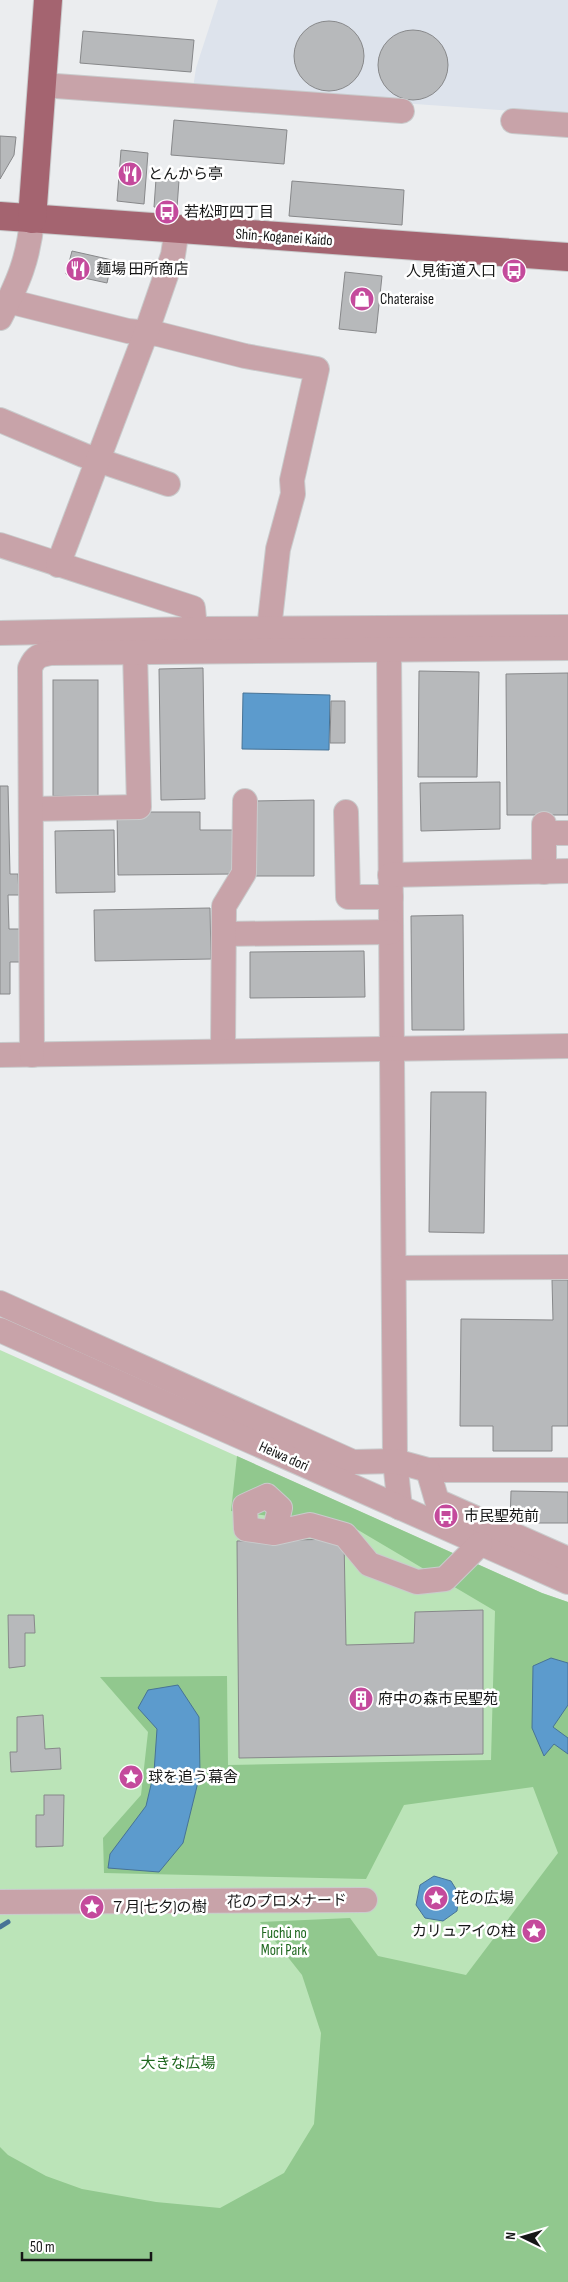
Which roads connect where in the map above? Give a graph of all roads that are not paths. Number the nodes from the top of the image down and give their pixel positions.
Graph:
1 (48, 0) edge
2 (42, 85) junction
3 (402, 111) dead end
4 (513, 121) dead end
5 (568, 125) edge
6 (0, 216) edge
7 (32, 219) junction
8 (177, 229) junction
9 (568, 257) edge
10 (4, 309) edge
11 (146, 333) junction
12 (0, 420) edge
13 (98, 460) junction
14 (168, 484) dead end
15 (0, 545) edge
16 (58, 565) junction
17 (568, 627) edge
18 (195, 629) junction
19 (268, 629) junction
20 (0, 632) edge
21 (568, 648) edge
22 (389, 650) junction
23 (135, 652) junction
24 (245, 801) dead end
25 (31, 809) junction
26 (346, 812) dead end
27 (568, 833) edge
28 (568, 871) edge
29 (544, 872) junction
30 (391, 886) junction
31 (391, 932) junction
32 (224, 934) junction
33 (568, 1046) edge
34 (392, 1049) junction
35 (223, 1051) junction
36 (32, 1054) junction
37 (0, 1055) edge
38 (568, 1267) edge
39 (394, 1268) junction
40 (0, 1303) edge
41 (0, 1330) edge
42 (395, 1461) junction
43 (428, 1470) junction
44 (568, 1470) edge
45 (400, 1508) junction
46 (274, 1533) dead end
47 (480, 1544) junction
48 (568, 1559) edge
49 (568, 1582) edge
50 (365, 1900) dead end
51 (0, 1902) edge

1 - 2 main road
2 - 3 street
2 - 7 main road
4 - 5 street
6 - 7 main road, Shin-Koganei Kaido
7 - 8 main road, Shin-Koganei Kaido
7 - 10 street
8 - 9 main road, Shin-Koganei Kaido
8 - 11 street
10 - 11 street
11 - 13 street
11 - 19 street
12 - 13 street
13 - 14 street
13 - 16 street
15 - 16 street
16 - 18 street
17 - 19 street
18 - 19 street
18 - 20 street
21 - 22 street
22 - 23 street
22 - 30 street
23 - 25 street
23 - 25 street
24 - 32 street
25 - 36 street
26 - 30 street
27 - 29 street
28 - 29 street
29 - 30 street
30 - 31 street
31 - 32 street
31 - 34 street
32 - 35 street
33 - 34 street
34 - 35 street
34 - 39 street
35 - 36 street
36 - 37 street
38 - 39 street
39 - 42 street
40 - 42 street
41 - 45 street, Heiwa dori
42 - 43 street
42 - 45 street
43 - 44 street
43 - 48 street
45 - 47 street, Heiwa dori
46 - 47 street
47 - 49 street, Heiwa dori
50 - 51 street, 花のプロメナード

* * *

REQUIRED ACTION:
An exact retyping of the entries, without images, is the required answer.

RESPONSE BELOW:
Which roads connect where in the map above? Give a graph of all roads that are not paths. Number the nodes from the top of the image down and give their pixel positions.
Graph:
1 (48, 0) edge
2 (42, 85) junction
3 (402, 111) dead end
4 (513, 121) dead end
5 (568, 125) edge
6 (0, 216) edge
7 (32, 219) junction
8 (177, 229) junction
9 (568, 257) edge
10 (4, 309) edge
11 (146, 333) junction
12 (0, 420) edge
13 (98, 460) junction
14 (168, 484) dead end
15 (0, 545) edge
16 (58, 565) junction
17 (568, 627) edge
18 (195, 629) junction
19 (268, 629) junction
20 (0, 632) edge
21 (568, 648) edge
22 (389, 650) junction
23 (135, 652) junction
24 (245, 801) dead end
25 (31, 809) junction
26 (346, 812) dead end
27 (568, 833) edge
28 (568, 871) edge
29 (544, 872) junction
30 (391, 886) junction
31 (391, 932) junction
32 (224, 934) junction
33 (568, 1046) edge
34 (392, 1049) junction
35 (223, 1051) junction
36 (32, 1054) junction
37 (0, 1055) edge
38 (568, 1267) edge
39 (394, 1268) junction
40 (0, 1303) edge
41 (0, 1330) edge
42 (395, 1461) junction
43 (428, 1470) junction
44 (568, 1470) edge
45 (400, 1508) junction
46 (274, 1533) dead end
47 (480, 1544) junction
48 (568, 1559) edge
49 (568, 1582) edge
50 (365, 1900) dead end
51 (0, 1902) edge

1 - 2 main road
2 - 3 street
2 - 7 main road
4 - 5 street
6 - 7 main road, Shin-Koganei Kaido
7 - 8 main road, Shin-Koganei Kaido
7 - 10 street
8 - 9 main road, Shin-Koganei Kaido
8 - 11 street
10 - 11 street
11 - 13 street
11 - 19 street
12 - 13 street
13 - 14 street
13 - 16 street
15 - 16 street
16 - 18 street
17 - 19 street
18 - 19 street
18 - 20 street
21 - 22 street
22 - 23 street
22 - 30 street
23 - 25 street
23 - 25 street
24 - 32 street
25 - 36 street
26 - 30 street
27 - 29 street
28 - 29 street
29 - 30 street
30 - 31 street
31 - 32 street
31 - 34 street
32 - 35 street
33 - 34 street
34 - 35 street
34 - 39 street
35 - 36 street
36 - 37 street
38 - 39 street
39 - 42 street
40 - 42 street
41 - 45 street, Heiwa dori
42 - 43 street
42 - 45 street
43 - 44 street
43 - 48 street
45 - 47 street, Heiwa dori
46 - 47 street
47 - 49 street, Heiwa dori
50 - 51 street, 花のプロメナード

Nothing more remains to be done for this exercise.